**ABOUT THIS TASK**
Give the data again exactly, stopping after the "Build a routing graph from this" line.

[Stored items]
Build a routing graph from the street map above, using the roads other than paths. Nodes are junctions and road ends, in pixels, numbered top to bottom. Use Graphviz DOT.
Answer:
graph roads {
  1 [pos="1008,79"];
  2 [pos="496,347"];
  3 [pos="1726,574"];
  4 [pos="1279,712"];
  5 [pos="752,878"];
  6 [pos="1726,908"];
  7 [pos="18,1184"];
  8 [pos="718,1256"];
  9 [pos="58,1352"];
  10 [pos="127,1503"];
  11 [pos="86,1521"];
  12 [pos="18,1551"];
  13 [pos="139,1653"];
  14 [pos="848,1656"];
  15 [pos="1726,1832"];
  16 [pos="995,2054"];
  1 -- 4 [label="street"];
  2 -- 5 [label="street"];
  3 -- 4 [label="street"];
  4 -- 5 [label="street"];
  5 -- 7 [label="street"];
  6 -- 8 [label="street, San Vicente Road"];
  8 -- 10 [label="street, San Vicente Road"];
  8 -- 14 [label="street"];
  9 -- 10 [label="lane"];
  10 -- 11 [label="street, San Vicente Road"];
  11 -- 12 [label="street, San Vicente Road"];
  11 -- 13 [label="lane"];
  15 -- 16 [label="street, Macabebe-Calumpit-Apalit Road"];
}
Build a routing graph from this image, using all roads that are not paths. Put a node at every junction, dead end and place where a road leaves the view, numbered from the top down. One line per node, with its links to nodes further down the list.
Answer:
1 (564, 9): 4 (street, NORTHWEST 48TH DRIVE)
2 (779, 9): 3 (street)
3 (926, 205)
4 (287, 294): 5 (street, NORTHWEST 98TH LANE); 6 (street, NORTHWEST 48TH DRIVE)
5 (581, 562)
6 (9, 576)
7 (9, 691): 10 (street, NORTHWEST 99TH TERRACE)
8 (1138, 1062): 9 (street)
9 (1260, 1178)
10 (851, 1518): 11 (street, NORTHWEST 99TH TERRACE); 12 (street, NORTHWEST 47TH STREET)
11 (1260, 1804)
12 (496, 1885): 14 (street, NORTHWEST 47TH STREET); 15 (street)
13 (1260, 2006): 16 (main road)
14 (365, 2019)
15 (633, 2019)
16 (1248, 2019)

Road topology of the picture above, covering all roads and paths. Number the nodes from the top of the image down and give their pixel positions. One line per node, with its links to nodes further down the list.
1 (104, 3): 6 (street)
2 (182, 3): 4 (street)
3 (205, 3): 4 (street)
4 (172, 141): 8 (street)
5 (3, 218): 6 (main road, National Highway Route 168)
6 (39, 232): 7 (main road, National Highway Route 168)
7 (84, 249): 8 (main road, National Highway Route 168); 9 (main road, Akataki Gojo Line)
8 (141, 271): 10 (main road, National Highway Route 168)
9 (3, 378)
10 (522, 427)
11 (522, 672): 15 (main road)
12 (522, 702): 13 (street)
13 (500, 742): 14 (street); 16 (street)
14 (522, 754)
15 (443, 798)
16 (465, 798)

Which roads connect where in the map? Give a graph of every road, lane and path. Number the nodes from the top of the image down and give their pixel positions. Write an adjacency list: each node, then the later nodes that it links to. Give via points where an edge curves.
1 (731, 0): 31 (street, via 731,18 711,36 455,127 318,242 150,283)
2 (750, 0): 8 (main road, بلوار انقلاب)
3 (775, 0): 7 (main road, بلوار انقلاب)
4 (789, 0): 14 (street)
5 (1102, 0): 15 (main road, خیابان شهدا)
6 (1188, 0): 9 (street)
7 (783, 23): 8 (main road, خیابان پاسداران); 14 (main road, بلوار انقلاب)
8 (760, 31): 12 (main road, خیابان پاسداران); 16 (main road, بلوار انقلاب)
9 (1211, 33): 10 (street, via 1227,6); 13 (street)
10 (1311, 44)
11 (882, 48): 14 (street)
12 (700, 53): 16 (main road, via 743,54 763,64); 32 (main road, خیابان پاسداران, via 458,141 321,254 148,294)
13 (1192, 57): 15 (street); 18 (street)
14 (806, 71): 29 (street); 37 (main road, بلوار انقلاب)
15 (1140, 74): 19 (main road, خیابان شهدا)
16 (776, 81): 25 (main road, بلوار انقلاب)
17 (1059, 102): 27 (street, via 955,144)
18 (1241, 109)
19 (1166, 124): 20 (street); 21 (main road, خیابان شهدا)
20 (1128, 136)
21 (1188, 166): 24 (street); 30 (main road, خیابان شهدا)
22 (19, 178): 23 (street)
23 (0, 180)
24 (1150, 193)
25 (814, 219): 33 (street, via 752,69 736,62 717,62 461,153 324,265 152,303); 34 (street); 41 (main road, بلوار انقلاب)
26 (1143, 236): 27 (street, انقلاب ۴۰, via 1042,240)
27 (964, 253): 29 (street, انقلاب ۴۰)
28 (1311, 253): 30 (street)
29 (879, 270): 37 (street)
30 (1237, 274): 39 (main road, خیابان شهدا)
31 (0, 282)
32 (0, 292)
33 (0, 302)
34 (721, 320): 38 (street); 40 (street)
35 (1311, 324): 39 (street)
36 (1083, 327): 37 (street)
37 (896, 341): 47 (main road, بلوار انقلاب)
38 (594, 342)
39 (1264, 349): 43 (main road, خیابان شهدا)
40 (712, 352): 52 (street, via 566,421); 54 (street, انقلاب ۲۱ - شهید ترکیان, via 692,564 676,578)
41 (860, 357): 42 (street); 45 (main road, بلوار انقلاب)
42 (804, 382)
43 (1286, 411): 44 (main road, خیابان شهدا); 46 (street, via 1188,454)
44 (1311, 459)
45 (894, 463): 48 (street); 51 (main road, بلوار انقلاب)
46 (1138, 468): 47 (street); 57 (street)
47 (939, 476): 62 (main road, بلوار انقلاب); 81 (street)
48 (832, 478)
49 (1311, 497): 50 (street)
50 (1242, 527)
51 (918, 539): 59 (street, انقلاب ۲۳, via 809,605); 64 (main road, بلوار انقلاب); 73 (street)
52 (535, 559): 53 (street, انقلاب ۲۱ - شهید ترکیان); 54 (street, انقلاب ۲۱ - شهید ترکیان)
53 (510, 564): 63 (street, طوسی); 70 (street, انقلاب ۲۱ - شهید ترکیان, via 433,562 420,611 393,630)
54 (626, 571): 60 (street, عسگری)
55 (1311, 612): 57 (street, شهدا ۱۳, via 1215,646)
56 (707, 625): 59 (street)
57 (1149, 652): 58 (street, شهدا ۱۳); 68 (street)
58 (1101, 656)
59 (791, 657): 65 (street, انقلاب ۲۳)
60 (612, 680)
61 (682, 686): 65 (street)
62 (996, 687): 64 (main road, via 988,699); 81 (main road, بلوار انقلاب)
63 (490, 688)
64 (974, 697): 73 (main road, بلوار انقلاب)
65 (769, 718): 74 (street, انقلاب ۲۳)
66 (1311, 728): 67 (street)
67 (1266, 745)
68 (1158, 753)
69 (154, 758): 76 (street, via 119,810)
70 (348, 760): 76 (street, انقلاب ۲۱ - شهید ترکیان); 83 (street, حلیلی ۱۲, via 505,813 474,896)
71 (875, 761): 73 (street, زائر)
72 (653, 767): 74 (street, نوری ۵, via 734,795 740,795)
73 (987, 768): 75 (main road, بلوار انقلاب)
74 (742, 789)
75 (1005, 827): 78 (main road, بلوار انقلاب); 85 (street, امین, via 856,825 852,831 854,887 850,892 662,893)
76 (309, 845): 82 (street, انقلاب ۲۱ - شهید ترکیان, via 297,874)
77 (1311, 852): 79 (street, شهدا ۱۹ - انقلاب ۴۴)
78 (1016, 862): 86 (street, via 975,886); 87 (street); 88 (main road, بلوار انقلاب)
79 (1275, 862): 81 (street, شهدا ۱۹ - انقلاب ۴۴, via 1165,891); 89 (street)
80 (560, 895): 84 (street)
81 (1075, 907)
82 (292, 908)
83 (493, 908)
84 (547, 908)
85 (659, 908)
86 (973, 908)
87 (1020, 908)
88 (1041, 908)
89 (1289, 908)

**EXERCISE RESULT**
Build a routing graph from the street map above, using the roads other than paths. Nodes are junctions and road ends, in pixels, numbered top to bottom. Use Graphviz DOT.
Answer:
graph roads {
  1 [pos="1008,79"];
  2 [pos="496,347"];
  3 [pos="1726,574"];
  4 [pos="1279,712"];
  5 [pos="752,878"];
  6 [pos="1726,908"];
  7 [pos="18,1184"];
  8 [pos="718,1256"];
  9 [pos="58,1352"];
  10 [pos="127,1503"];
  11 [pos="86,1521"];
  12 [pos="18,1551"];
  13 [pos="139,1653"];
  14 [pos="848,1656"];
  15 [pos="1726,1832"];
  16 [pos="995,2054"];
  1 -- 4 [label="street"];
  2 -- 5 [label="street"];
  3 -- 4 [label="street"];
  4 -- 5 [label="street"];
  5 -- 7 [label="street"];
  6 -- 8 [label="street, San Vicente Road"];
  8 -- 10 [label="street, San Vicente Road"];
  8 -- 14 [label="street"];
  9 -- 10 [label="lane"];
  10 -- 11 [label="street, San Vicente Road"];
  11 -- 12 [label="street, San Vicente Road"];
  11 -- 13 [label="lane"];
  15 -- 16 [label="street, Macabebe-Calumpit-Apalit Road"];
}
Build a routing graph from this image, using all roads that are not paths. Put a node at every junction, dead end and place where a road leaves the view, numbered from the top down. One line per node, with its links to nodes further down the list.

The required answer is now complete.